### [Data listing]
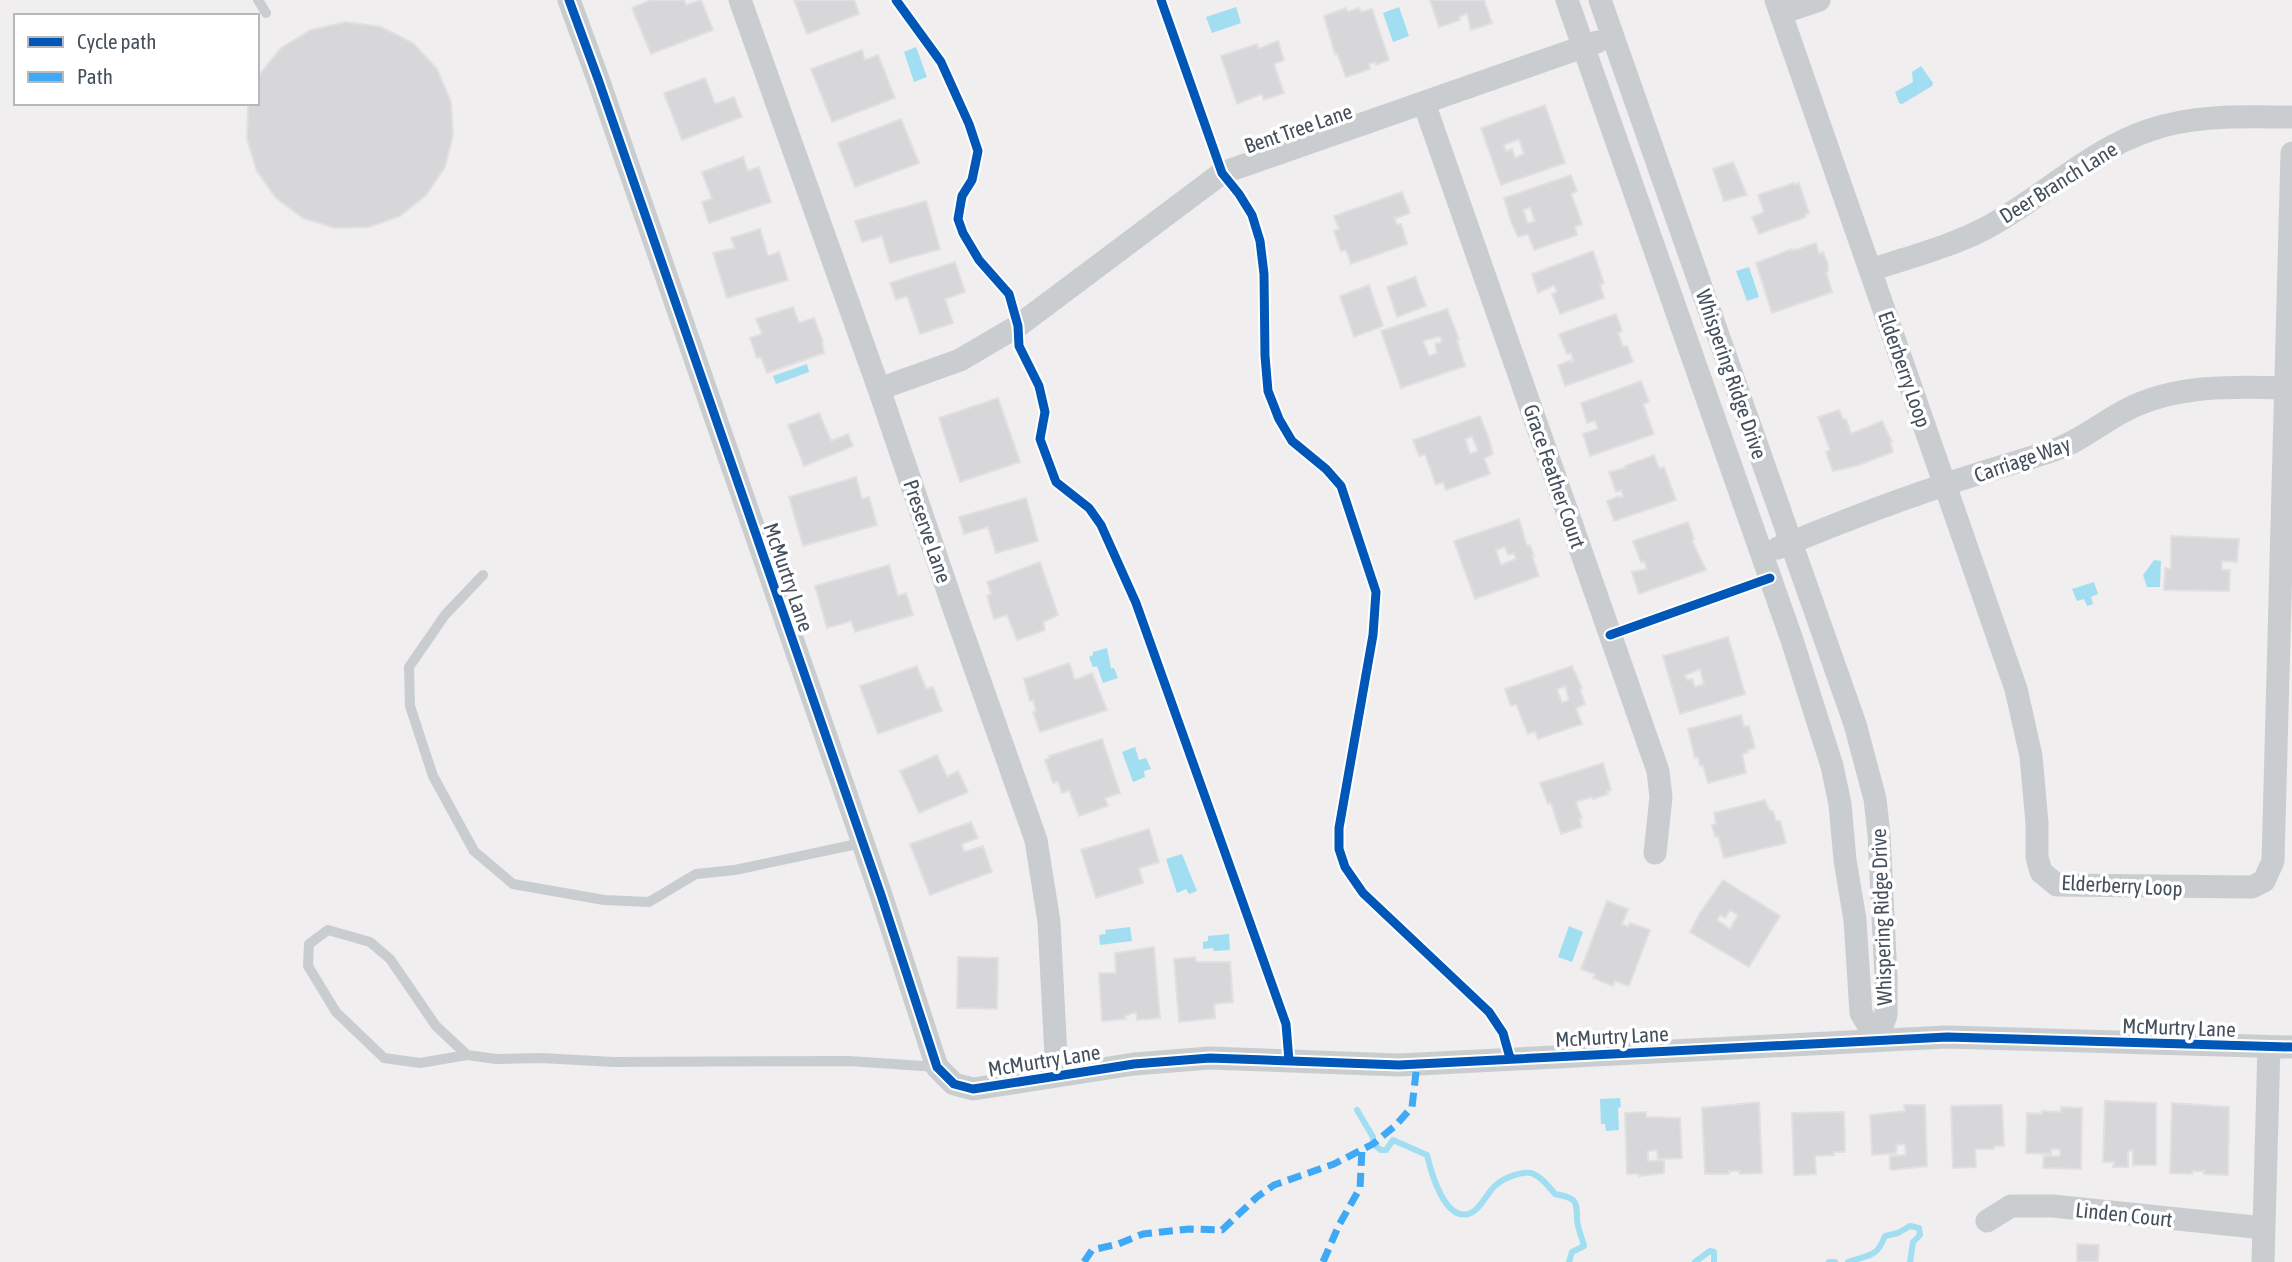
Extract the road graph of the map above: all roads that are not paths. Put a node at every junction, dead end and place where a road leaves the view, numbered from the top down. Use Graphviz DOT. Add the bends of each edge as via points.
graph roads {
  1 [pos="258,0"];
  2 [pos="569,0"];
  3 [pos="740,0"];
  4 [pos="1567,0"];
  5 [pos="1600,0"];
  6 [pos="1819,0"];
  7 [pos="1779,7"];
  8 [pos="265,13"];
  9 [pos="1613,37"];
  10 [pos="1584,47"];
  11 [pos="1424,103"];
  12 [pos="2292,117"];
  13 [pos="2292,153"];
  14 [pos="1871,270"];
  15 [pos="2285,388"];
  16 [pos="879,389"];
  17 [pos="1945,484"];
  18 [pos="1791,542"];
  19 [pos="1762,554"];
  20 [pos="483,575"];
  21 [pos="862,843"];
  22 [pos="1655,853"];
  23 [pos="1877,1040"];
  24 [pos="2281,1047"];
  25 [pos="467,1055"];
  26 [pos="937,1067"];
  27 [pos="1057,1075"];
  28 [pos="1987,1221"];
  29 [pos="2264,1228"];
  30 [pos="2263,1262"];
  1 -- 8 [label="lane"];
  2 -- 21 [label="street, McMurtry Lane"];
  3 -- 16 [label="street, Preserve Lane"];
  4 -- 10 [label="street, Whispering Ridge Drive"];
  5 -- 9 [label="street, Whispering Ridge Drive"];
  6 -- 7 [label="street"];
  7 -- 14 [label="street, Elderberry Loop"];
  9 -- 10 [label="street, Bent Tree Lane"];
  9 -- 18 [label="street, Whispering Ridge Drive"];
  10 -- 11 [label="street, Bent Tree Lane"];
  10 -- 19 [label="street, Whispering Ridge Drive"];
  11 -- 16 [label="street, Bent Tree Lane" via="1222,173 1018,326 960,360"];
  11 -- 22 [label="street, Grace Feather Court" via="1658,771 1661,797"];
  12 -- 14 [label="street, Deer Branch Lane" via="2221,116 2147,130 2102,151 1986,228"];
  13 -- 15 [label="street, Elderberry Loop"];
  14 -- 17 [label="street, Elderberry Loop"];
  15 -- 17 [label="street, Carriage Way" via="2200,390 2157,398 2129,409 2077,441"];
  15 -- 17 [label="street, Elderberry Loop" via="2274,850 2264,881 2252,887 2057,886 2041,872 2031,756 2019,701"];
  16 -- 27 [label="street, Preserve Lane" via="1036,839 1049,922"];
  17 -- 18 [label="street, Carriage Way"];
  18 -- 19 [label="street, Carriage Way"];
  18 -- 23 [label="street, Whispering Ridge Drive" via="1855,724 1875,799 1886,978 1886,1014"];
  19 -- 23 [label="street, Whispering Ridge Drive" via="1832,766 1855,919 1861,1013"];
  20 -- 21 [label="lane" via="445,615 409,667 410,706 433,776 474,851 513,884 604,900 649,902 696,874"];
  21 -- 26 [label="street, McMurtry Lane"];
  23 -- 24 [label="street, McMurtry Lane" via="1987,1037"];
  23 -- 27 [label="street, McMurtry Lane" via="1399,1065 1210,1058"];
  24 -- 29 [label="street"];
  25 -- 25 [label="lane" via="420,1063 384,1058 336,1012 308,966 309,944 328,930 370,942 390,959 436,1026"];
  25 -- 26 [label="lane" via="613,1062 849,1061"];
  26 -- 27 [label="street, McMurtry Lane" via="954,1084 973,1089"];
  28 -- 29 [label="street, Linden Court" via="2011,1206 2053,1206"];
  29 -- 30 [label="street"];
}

### [What to produce]
If a line of the data contains "Drive", copy it out.

### [Answer to this problem]
  4 -- 10 [label="street, Whispering Ridge Drive"];
  5 -- 9 [label="street, Whispering Ridge Drive"];
  9 -- 18 [label="street, Whispering Ridge Drive"];
  10 -- 19 [label="street, Whispering Ridge Drive"];
  18 -- 23 [label="street, Whispering Ridge Drive" via="1855,724 1875,799 1886,978 1886,1014"];
  19 -- 23 [label="street, Whispering Ridge Drive" via="1832,766 1855,919 1861,1013"];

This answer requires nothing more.